As data analytics has become an important application for modern data management systems, a new category of data management system has appeared recently: the scalable linear algebra system. We argue that a parallel or distributed database system is actually an excellent platform upon which to build such functionality. Most relational systems already have support for cost-based optimization—which is vital to scaling linear algebra computations—and it is well known how to make relational systems scalable.
We show that by making just a few changes to a parallel/distributed relational database system, such a system can become a competitive platform for scalable linear algebra. Taken together, our results should at least raise the possibility that brand new systems designed from the ground up to support scalable linear algebra are not absolutely necessary, and that such systems could instead be built on top of existing relational technology.

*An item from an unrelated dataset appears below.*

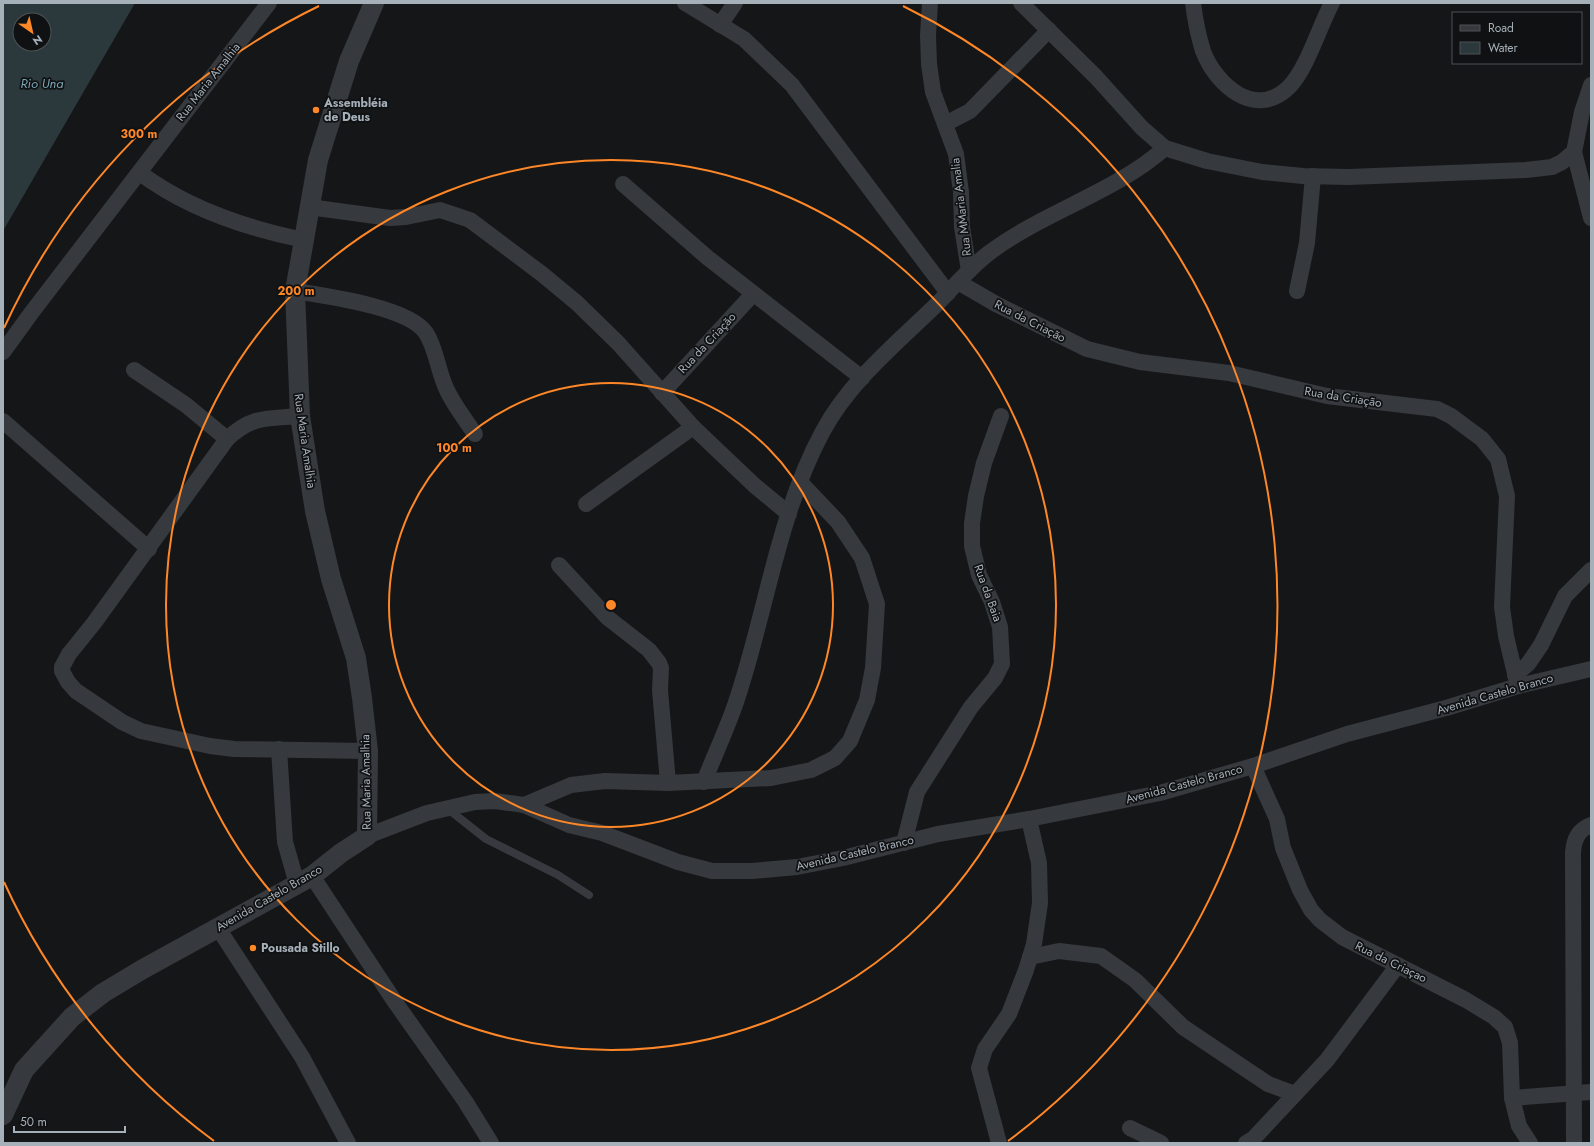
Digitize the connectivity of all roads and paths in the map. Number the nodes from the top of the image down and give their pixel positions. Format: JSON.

Data analytics, such as machine learning and large-scale statistical processing, is an important application domain, and such computations often require linear algebra. As such, a lot of recent efforts have been targeted at building distributed linear algebra systems, with the goal of supporting large-scale data analytics. Unlike classical efforts in high-performance computing such as ScaLAPACK6, such systems may include support for storage/retrieval of data to/from disk, buffering/caching of data, and automatic logical/physical optimizations of computations (automatic rewriting of queries, pipelining, etc.). Such systems also typically offer some form of recovery, as well as a domain-specific language.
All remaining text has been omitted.